Dataset entries:

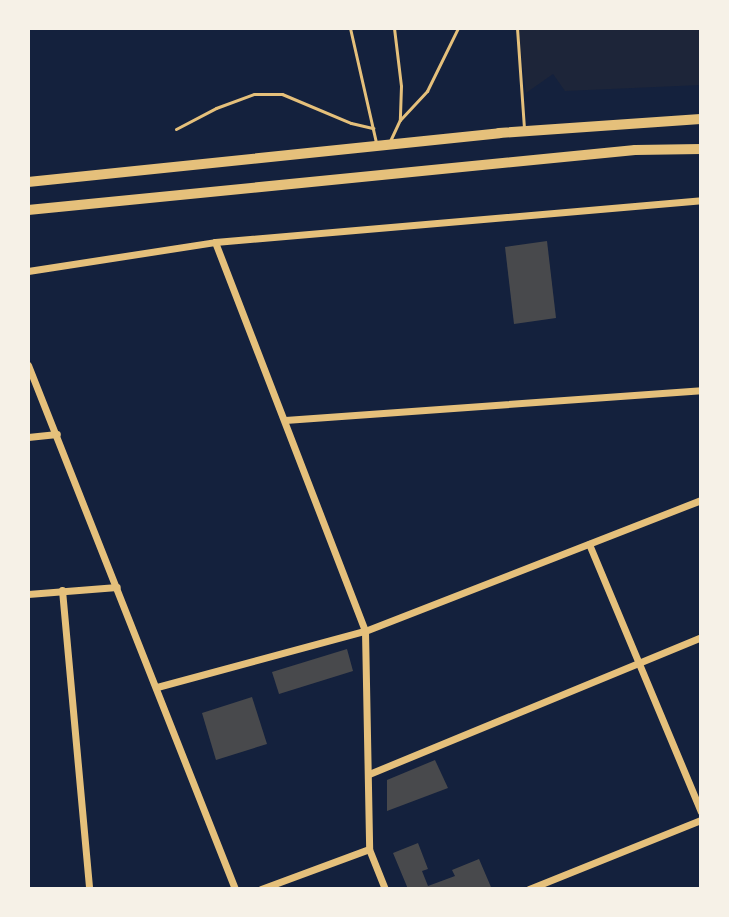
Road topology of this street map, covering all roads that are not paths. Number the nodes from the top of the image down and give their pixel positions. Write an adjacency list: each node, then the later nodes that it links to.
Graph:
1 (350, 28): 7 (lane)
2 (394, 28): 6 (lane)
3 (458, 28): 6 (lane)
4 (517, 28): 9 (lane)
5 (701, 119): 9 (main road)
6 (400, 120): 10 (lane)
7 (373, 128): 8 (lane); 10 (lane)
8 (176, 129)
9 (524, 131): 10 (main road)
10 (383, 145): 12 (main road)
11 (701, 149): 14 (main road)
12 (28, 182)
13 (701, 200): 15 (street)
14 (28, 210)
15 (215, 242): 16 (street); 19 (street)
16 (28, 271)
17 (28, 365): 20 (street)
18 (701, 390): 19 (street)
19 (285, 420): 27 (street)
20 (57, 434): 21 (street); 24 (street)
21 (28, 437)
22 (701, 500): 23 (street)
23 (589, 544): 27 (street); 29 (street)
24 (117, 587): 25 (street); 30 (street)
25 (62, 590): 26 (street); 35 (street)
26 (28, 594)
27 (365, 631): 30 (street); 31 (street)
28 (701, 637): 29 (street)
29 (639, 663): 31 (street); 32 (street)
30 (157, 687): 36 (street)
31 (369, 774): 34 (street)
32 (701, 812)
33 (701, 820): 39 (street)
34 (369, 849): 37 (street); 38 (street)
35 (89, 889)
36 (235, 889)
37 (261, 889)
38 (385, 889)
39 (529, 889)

...

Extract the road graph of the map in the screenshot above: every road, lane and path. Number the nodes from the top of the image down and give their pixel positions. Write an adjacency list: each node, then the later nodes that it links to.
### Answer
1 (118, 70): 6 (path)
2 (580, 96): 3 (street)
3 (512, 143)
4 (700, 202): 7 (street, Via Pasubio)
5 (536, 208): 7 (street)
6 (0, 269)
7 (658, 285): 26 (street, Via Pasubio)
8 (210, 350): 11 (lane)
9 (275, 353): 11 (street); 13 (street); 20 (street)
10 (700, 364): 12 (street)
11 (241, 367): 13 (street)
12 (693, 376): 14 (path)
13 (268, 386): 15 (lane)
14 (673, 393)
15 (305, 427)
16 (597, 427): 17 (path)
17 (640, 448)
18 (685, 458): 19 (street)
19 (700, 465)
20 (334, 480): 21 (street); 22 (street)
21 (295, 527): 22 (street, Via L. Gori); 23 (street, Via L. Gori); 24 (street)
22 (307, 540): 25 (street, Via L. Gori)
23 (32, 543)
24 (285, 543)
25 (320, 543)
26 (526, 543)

* * *

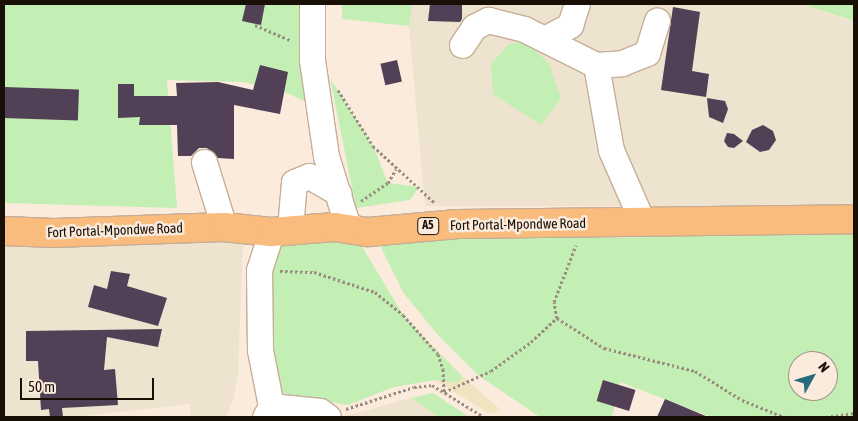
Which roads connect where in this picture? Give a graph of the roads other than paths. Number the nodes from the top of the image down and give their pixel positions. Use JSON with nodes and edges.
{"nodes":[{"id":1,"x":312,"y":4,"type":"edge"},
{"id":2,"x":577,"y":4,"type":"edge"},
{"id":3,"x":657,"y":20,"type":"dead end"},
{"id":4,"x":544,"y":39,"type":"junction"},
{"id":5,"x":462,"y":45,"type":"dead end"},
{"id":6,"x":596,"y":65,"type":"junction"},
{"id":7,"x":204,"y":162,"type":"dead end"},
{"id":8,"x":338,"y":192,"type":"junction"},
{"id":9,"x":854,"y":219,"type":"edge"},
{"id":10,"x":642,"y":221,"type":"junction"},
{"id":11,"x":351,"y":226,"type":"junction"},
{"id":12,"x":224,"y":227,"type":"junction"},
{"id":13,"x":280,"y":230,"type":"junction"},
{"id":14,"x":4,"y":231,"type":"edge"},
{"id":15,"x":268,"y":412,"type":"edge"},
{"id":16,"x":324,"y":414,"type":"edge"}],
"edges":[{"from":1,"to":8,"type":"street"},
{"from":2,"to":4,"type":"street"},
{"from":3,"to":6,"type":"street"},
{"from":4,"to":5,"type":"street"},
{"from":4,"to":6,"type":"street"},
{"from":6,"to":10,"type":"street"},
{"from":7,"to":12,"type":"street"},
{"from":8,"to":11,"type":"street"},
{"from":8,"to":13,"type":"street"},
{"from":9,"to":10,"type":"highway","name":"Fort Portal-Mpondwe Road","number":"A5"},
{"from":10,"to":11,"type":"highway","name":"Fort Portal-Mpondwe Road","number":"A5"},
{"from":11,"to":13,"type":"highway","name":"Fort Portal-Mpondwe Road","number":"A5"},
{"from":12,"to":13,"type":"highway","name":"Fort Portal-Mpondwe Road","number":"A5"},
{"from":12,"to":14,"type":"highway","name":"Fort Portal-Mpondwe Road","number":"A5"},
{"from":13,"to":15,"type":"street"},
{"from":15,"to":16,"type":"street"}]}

- **ABOUT THIS TASK**
Among the records, find the lines that contain "later" and copy each of them.

- **WRITTEN RESPONSE**
Road topology of this street map, covering all roads that are not paths. Number the nodes from the top of the image down and give their pixel positions. Write an adjacency list: each node, then the later nodes that it links to.
Extract the road graph of the map in the screenshot above: every road, lane and path. Number the nodes from the top of the image down and give their pixel positions. Write an adjacency list: each node, then the later nodes that it links to.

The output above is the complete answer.